• _Required work_: A complete and exact copy of the entries below is the expected result.
━━━ Supplied data ━━━
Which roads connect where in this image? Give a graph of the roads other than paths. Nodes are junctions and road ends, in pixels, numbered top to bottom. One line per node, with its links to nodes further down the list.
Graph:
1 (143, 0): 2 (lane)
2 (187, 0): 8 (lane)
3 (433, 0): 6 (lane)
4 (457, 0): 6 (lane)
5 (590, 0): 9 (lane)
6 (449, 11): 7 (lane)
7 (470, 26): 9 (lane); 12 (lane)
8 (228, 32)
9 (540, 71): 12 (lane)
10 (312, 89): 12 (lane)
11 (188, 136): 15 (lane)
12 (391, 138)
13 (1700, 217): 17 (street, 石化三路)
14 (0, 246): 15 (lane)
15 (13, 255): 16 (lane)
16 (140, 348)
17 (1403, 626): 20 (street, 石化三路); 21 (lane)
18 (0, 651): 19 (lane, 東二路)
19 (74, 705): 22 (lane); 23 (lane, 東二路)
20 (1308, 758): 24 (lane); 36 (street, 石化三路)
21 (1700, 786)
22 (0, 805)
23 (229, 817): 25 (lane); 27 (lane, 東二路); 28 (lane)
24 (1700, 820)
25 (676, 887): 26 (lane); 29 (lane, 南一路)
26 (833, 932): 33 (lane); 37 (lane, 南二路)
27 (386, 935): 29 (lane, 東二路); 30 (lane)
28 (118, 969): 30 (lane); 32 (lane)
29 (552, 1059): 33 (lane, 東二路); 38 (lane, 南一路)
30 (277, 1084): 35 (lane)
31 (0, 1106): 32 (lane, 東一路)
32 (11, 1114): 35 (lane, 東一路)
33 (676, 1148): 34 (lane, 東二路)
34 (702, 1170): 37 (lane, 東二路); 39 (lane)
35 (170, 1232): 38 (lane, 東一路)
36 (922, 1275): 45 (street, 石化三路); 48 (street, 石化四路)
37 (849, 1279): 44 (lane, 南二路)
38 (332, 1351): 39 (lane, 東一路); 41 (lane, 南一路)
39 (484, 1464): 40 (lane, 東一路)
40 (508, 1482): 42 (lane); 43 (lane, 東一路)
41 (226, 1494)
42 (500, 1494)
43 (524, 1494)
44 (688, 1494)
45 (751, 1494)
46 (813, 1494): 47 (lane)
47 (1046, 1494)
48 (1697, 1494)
━━━
• _Answer box_:
Which roads connect where in this image? Give a graph of the roads other than paths. Nodes are junctions and road ends, in pixels, numbered top to bottom. One line per node, with its links to nodes further down the list.
Graph:
1 (143, 0): 2 (lane)
2 (187, 0): 8 (lane)
3 (433, 0): 6 (lane)
4 (457, 0): 6 (lane)
5 (590, 0): 9 (lane)
6 (449, 11): 7 (lane)
7 (470, 26): 9 (lane); 12 (lane)
8 (228, 32)
9 (540, 71): 12 (lane)
10 (312, 89): 12 (lane)
11 (188, 136): 15 (lane)
12 (391, 138)
13 (1700, 217): 17 (street, 石化三路)
14 (0, 246): 15 (lane)
15 (13, 255): 16 (lane)
16 (140, 348)
17 (1403, 626): 20 (street, 石化三路); 21 (lane)
18 (0, 651): 19 (lane, 東二路)
19 (74, 705): 22 (lane); 23 (lane, 東二路)
20 (1308, 758): 24 (lane); 36 (street, 石化三路)
21 (1700, 786)
22 (0, 805)
23 (229, 817): 25 (lane); 27 (lane, 東二路); 28 (lane)
24 (1700, 820)
25 (676, 887): 26 (lane); 29 (lane, 南一路)
26 (833, 932): 33 (lane); 37 (lane, 南二路)
27 (386, 935): 29 (lane, 東二路); 30 (lane)
28 (118, 969): 30 (lane); 32 (lane)
29 (552, 1059): 33 (lane, 東二路); 38 (lane, 南一路)
30 (277, 1084): 35 (lane)
31 (0, 1106): 32 (lane, 東一路)
32 (11, 1114): 35 (lane, 東一路)
33 (676, 1148): 34 (lane, 東二路)
34 (702, 1170): 37 (lane, 東二路); 39 (lane)
35 (170, 1232): 38 (lane, 東一路)
36 (922, 1275): 45 (street, 石化三路); 48 (street, 石化四路)
37 (849, 1279): 44 (lane, 南二路)
38 (332, 1351): 39 (lane, 東一路); 41 (lane, 南一路)
39 (484, 1464): 40 (lane, 東一路)
40 (508, 1482): 42 (lane); 43 (lane, 東一路)
41 (226, 1494)
42 (500, 1494)
43 (524, 1494)
44 (688, 1494)
45 (751, 1494)
46 (813, 1494): 47 (lane)
47 (1046, 1494)
48 (1697, 1494)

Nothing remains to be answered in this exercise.